I have always had a passion for telephones; not for collecting but for having one in my bedroom, connected to the outside world. That didn’t happen until I was in high school. My father was in the grocery business and one of his customers worked for our local independent telephone company and one day gifted me with an Ivory 302 that he had “liberated” as foreign equipment from a local resident. Soon after, my father bought an old building that had to be removed from the path of the new I5 freeway near the Dodger Stadium in Los Angeles. It was an old meat market and there were several greasy “key” sets on the sawdust floor. The best part of this is that the switching equipment (KSU) for the phones was safely tucked away in a closet in the basement. It was an original install of a W.E. 1A key unit. I liberated it along with a mile of cable, and used it for more than 65 years wherever I lived. I just removed it from the attic above my home office and reinstalled it in my garage area shop where I plan to hook it up again with two or three styles of keysets.
Somewhere around age 50, I learned how to refinish hardwood, and found about the same time a gutless extension ringer in an antique store.
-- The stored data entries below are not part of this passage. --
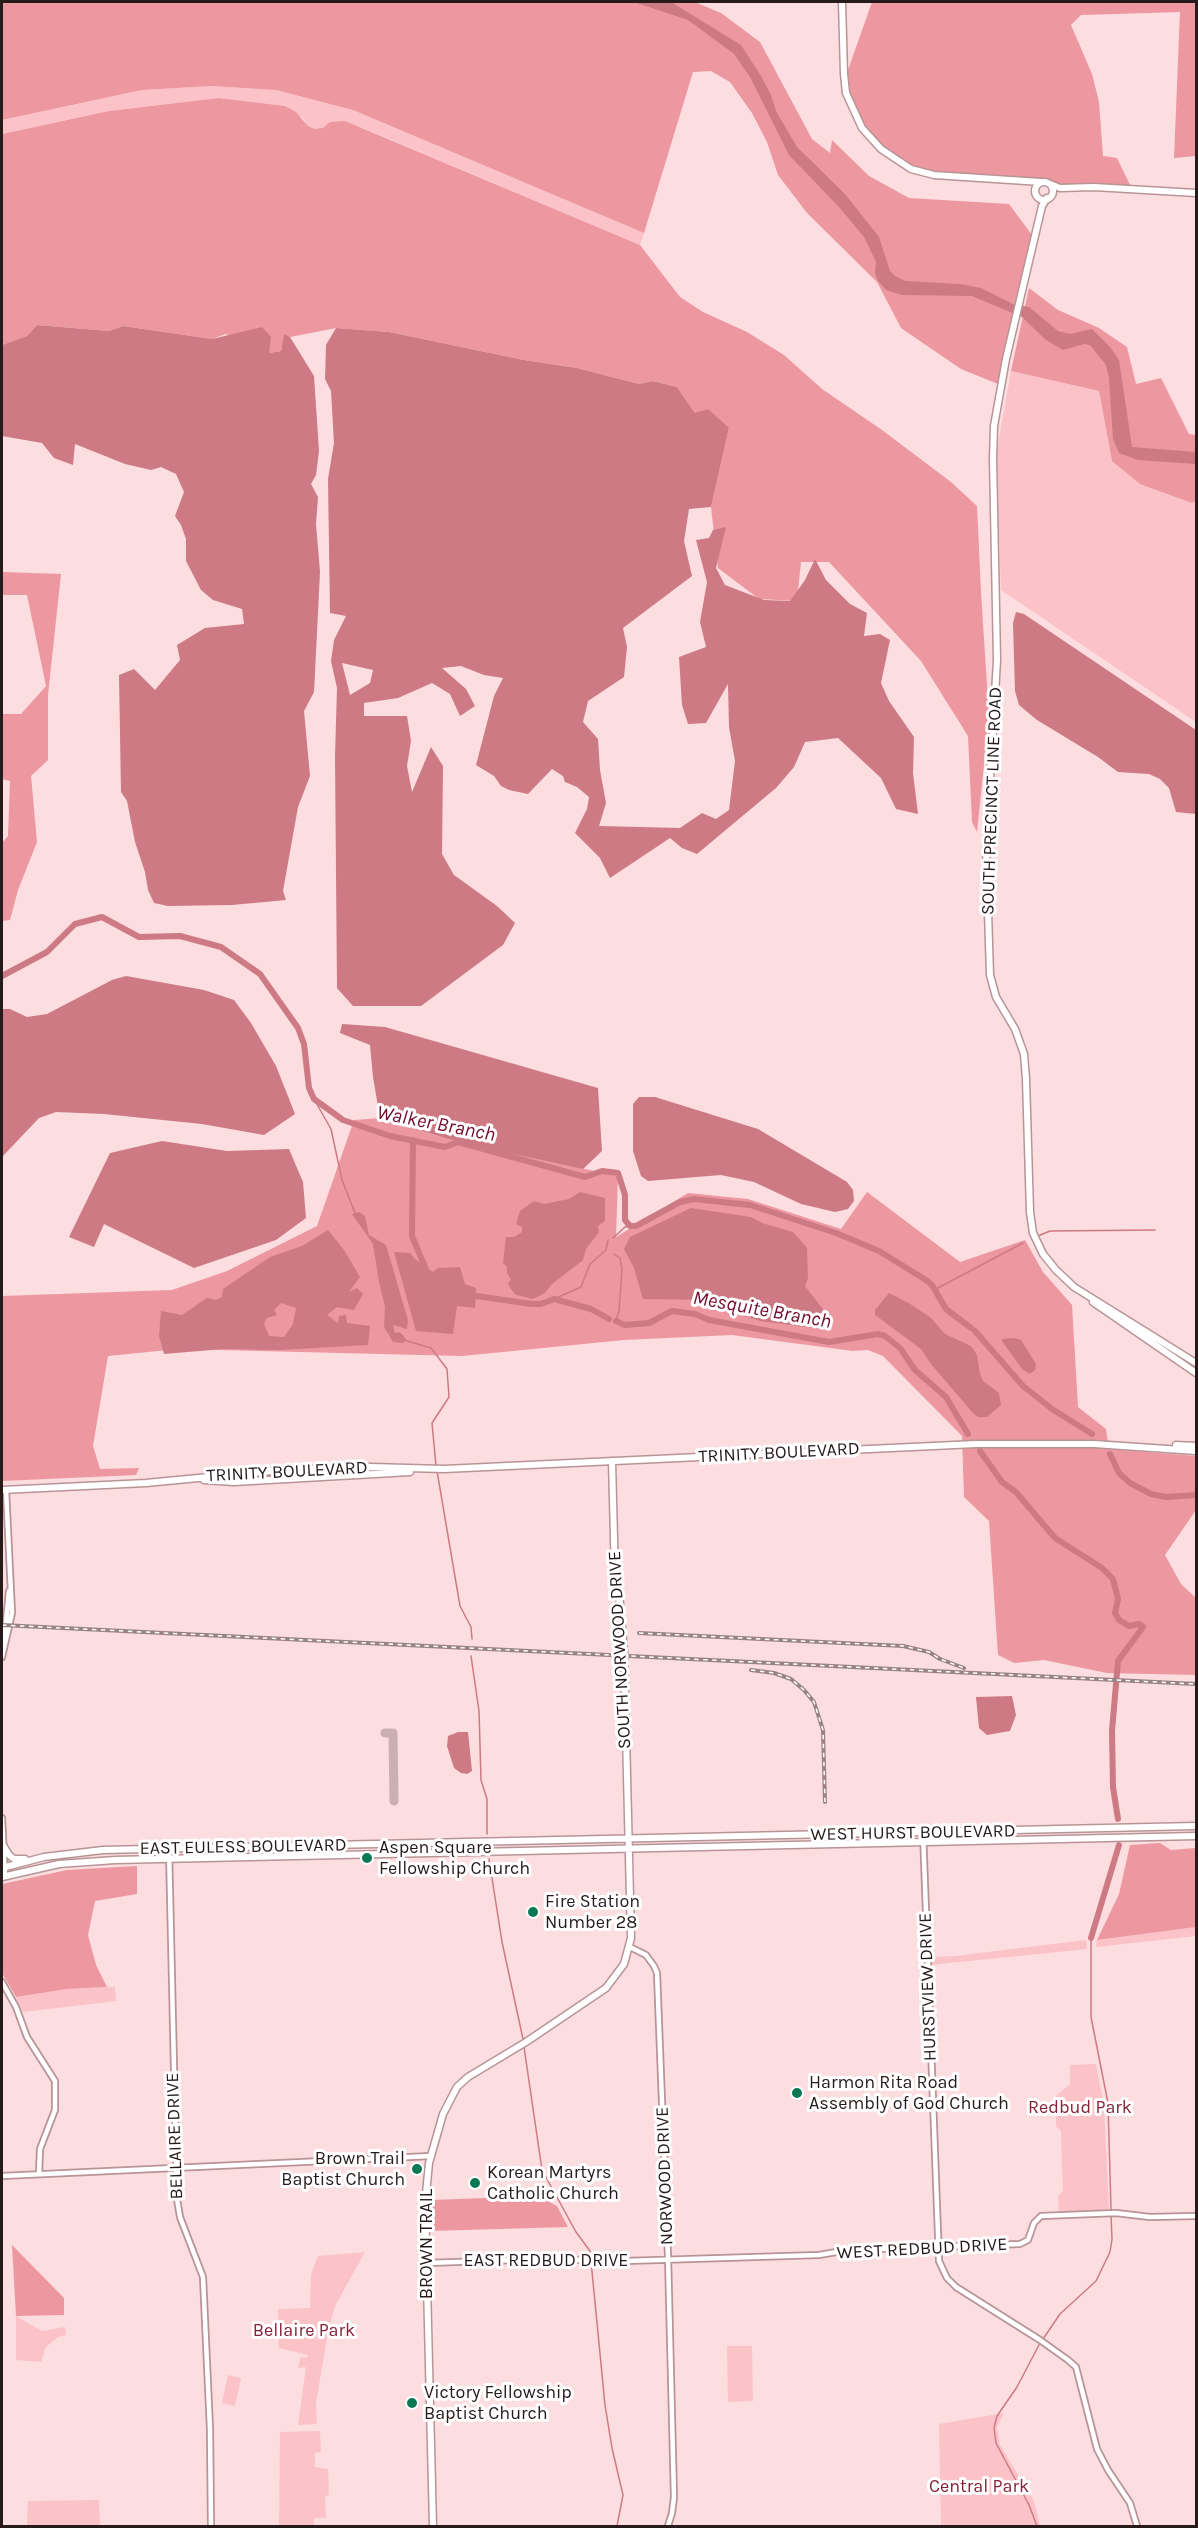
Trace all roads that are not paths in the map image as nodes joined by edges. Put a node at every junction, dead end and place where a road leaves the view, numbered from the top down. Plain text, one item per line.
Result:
1 (842, 2) edge
2 (1007, 181) junction
3 (1041, 182) junction
4 (1050, 184) junction
5 (1078, 187) junction
6 (1036, 193) junction
7 (1197, 193) edge
8 (1049, 197) junction
9 (1039, 226) junction
10 (1074, 1287) junction
11 (1197, 1364) edge
12 (1197, 1371) edge
13 (1135, 1446) junction
14 (1197, 1446) edge
15 (1197, 1451) edge
16 (612, 1461) junction
17 (4, 1490) edge
18 (9, 1588) junction
19 (2, 1642) edge
20 (2, 1657) edge
21 (2, 1818) edge
22 (1186, 1826) junction
23 (1197, 1826) edge
24 (923, 1832) junction
25 (1186, 1836) junction
26 (1197, 1836) edge
27 (630, 1839) junction
28 (923, 1842) junction
29 (3, 1845) junction
30 (169, 1849) junction
31 (630, 1849) junction
32 (44, 1857) junction
33 (169, 1858) junction
34 (3, 1868) edge
35 (3, 1876) edge
36 (630, 1947) junction
37 (2, 1982) edge
38 (431, 2156) junction
39 (175, 2168) junction
40 (39, 2174) junction
41 (2, 2176) edge
42 (1197, 2216) edge
43 (938, 2247) junction
44 (667, 2260) junction
45 (426, 2263) junction
46 (211, 2526) edge
47 (433, 2526) edge
48 (668, 2526) edge
49 (1137, 2526) edge

1 - 2 main road
2 - 3 main road
2 - 6 main road
3 - 4 main road
3 - 6 main road
4 - 5 main road
4 - 8 main road
5 - 7 main road
5 - 8 main road
6 - 8 main road
6 - 9 main road, SOUTH PRECINCT LINE ROAD
8 - 9 main road, SOUTH PRECINCT LINE ROAD
9 - 10 main road, SOUTH PRECINCT LINE ROAD
10 - 11 main road, SOUTH PRECINCT LINE ROAD
10 - 12 main road
13 - 14 main road, TRINITY BOULEVARD
13 - 15 main road, TRINITY BOULEVARD
13 - 16 main road, TRINITY BOULEVARD
16 - 17 main road, TRINITY BOULEVARD
16 - 27 main road, SOUTH NORWOOD DRIVE
17 - 18 street
18 - 19 street
18 - 20 street
21 - 29 street
22 - 23 main road, WEST HURST BOULEVARD
22 - 24 main road, WEST HURST BOULEVARD
22 - 25 main road
24 - 27 main road, WEST HURST BOULEVARD
24 - 28 street, HURSTVIEW DRIVE
25 - 26 main road, WEST HURST BOULEVARD
25 - 28 main road, WEST HURST BOULEVARD
27 - 30 main road, EAST EULESS BOULEVARD
27 - 31 main road
28 - 31 main road, WEST HURST BOULEVARD
28 - 43 street, HURSTVIEW DRIVE
29 - 32 main road
29 - 34 street
30 - 32 main road, EAST EULESS BOULEVARD
30 - 33 street, BELLAIRE DRIVE
31 - 33 main road, EAST EULESS BOULEVARD
31 - 36 main road
32 - 34 main road, EAST EULESS BOULEVARD
33 - 35 main road, EAST EULESS BOULEVARD
33 - 39 street, BELLAIRE DRIVE
34 - 35 street
36 - 38 main road, BROWN TRAIL
36 - 44 street, NORWOOD DRIVE
37 - 40 street
38 - 39 street
38 - 45 main road, BROWN TRAIL
39 - 40 street
39 - 46 street, BELLAIRE DRIVE
40 - 41 street
42 - 43 street, WEST REDBUD DRIVE
43 - 44 street, WEST REDBUD DRIVE
43 - 49 street, HURSTVIEW DRIVE
44 - 45 street, EAST REDBUD DRIVE
44 - 48 street, NORWOOD DRIVE
45 - 47 main road, BROWN TRAIL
It did have bells, and when restored, made a great bookend, but what good is just one bookend? Need I say more?
My website, designed by my friend, Remco Enthoven, curator of the JKL Museum, is where I display some of my favorite acquisitions. My buying days are over, and I’m in the process of donating some of my extensive collection to my favorite telephone museum, the American Museum of Telephony, aka The JKL Museum in the Santa Cruz area of California.